So they’re saying before you design this, I know it’s cool and it’ll make you money but, what happens to your user and their data when they use this app?

Fabiana: On that sense, and now that you’ve mentioned, at least from my perspective, and this might be a bit controversial — Although these laws and regulations are saying and are putting those concerns and putting the individual first, what happens in a lot of cases, is that companies, especially the smaller ones and the ones that are a bit more disruptive, are not taking the regulations so seriously. It seems like, conceptually, this all laws only to apply to big organizations, or it seems like the market is doing that, at least. What’s your perspective?

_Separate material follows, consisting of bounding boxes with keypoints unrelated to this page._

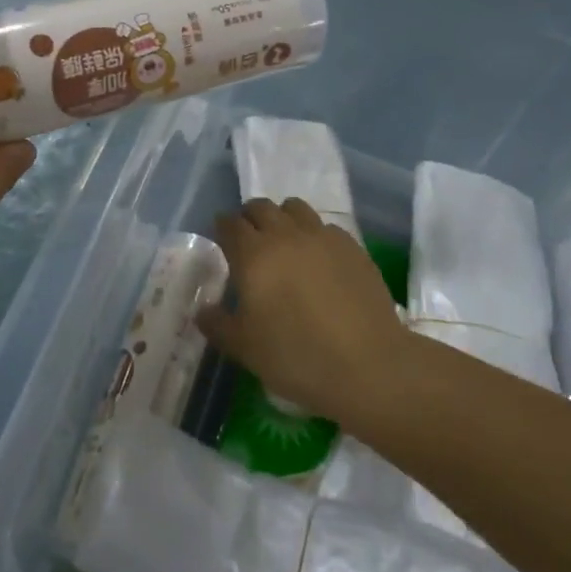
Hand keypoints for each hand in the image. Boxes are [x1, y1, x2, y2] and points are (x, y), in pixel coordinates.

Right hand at [198, 198, 405, 422]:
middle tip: (249, 240)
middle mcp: (286, 235)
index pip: (230, 224)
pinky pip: (325, 227)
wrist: (367, 364)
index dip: (223, 228)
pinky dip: (314, 235)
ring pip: (295, 208)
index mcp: (253, 255)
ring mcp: (323, 237)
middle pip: (262, 207)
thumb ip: (218, 324)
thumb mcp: (244, 348)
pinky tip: (318, 260)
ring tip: (284, 242)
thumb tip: (203, 310)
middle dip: (250, 218)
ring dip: (283, 218)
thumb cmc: (296, 356)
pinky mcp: (352, 247)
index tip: (221, 238)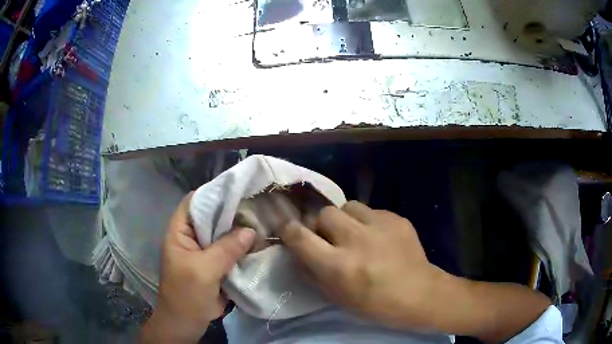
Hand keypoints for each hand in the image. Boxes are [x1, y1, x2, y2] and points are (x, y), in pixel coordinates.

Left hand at [140, 192, 255, 342]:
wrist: (187, 322)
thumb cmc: (186, 294)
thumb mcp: (203, 271)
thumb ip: (226, 249)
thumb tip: (251, 230)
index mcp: (180, 231)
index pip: (195, 202)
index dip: (213, 192)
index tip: (238, 187)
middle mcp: (192, 236)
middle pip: (212, 216)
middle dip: (232, 210)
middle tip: (257, 203)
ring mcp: (205, 250)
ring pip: (223, 233)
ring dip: (239, 229)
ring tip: (263, 219)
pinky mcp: (216, 263)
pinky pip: (230, 250)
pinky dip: (243, 246)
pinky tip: (260, 241)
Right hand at [278, 201, 441, 329]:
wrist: (419, 294)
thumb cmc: (375, 304)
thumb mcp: (336, 297)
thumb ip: (312, 273)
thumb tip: (298, 252)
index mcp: (338, 265)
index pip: (300, 236)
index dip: (289, 230)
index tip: (289, 229)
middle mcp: (356, 240)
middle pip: (324, 213)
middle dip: (321, 224)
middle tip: (331, 237)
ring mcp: (379, 226)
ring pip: (348, 206)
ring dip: (345, 219)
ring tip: (355, 232)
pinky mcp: (396, 219)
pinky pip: (372, 211)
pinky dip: (368, 221)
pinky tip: (378, 236)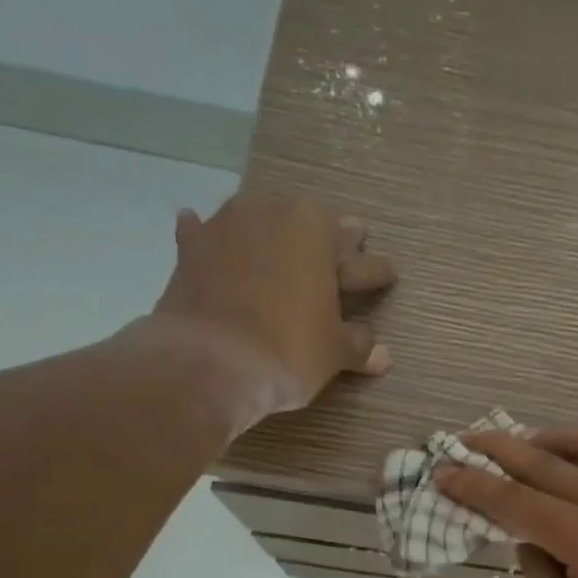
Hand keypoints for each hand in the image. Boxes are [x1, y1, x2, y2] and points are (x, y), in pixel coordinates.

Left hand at [144, 192, 395, 424]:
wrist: (207, 363)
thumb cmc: (287, 351)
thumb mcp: (333, 352)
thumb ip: (358, 345)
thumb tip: (382, 355)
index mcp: (317, 231)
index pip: (357, 254)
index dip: (374, 270)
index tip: (387, 273)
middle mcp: (272, 214)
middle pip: (308, 225)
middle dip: (327, 240)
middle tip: (343, 248)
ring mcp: (226, 227)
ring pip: (257, 221)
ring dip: (269, 230)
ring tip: (276, 236)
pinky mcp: (190, 250)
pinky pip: (203, 234)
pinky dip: (208, 236)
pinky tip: (201, 229)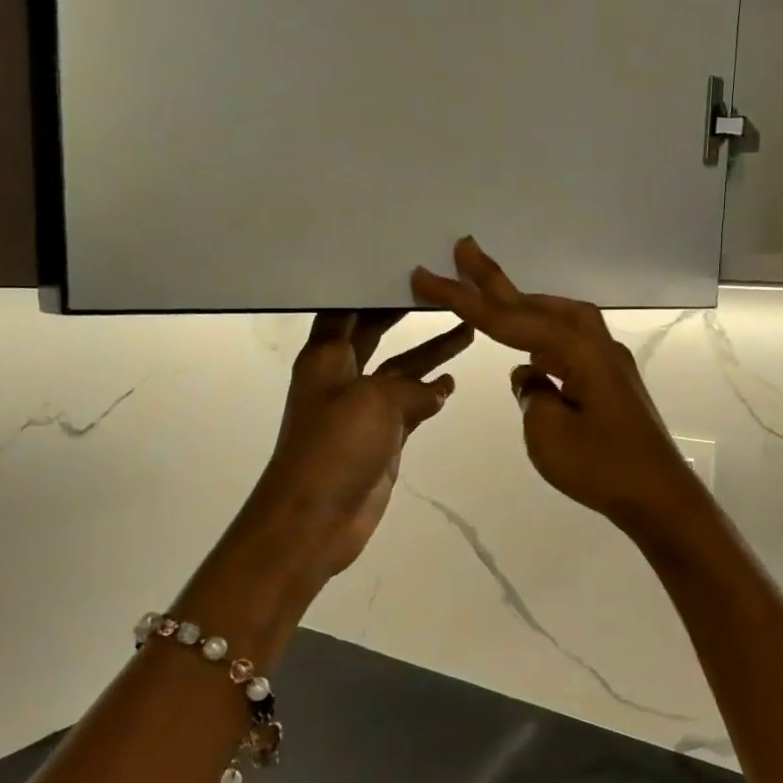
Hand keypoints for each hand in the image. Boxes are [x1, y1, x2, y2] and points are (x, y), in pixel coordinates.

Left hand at [243, 310, 472, 584]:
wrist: (316, 518)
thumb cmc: (335, 449)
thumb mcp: (375, 401)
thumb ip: (411, 387)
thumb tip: (436, 388)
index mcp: (326, 358)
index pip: (346, 308)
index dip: (368, 286)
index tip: (400, 263)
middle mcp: (342, 376)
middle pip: (376, 333)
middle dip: (405, 313)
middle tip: (441, 289)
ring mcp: (363, 408)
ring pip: (400, 369)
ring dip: (429, 351)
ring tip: (466, 329)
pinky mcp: (382, 437)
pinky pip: (410, 405)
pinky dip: (430, 393)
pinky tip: (452, 382)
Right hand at [413, 238, 706, 536]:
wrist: (660, 496)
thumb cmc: (602, 466)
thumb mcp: (548, 433)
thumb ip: (531, 394)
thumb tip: (530, 376)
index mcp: (576, 351)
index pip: (508, 320)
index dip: (463, 299)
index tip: (426, 278)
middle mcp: (595, 344)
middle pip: (535, 305)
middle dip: (495, 280)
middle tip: (464, 248)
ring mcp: (607, 361)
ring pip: (556, 319)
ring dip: (522, 307)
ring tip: (490, 296)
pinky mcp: (611, 380)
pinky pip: (569, 345)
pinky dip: (543, 339)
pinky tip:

Cat: Unfortunately, I tend to agree with you. I think we got companies in the spotlight, big companies in the spotlight, they’re are keeping themselves compliant in order to maintain European customers and, then you’ve got new companies that are starting brand new and are trying to implement a lot of this privacy-first thinking, but you’re right I agree, there are all sorts of small and medium businesses which is the majority of what we use in the world and, the small-to-medium businesses, it cost money to implement regulations, because often you have to go back and fix the things that are wrong and, they don’t have the time! So one way, I kind of explain that this is like if all the buildings are crumbling foundation and you needed to fix the foundation which is what we’re essentially doing by reapplying privacy, is you know the big office building that has is a thousand people have to fix the foundation or they won’t be able to rent any of their units because those companies are saying

Hey, you have to do this! But the smaller companies are, if we don’t have the money to fix the foundation right now we just have to run our business. So hopefully, it’s fine, hopefully, it’s not a problem!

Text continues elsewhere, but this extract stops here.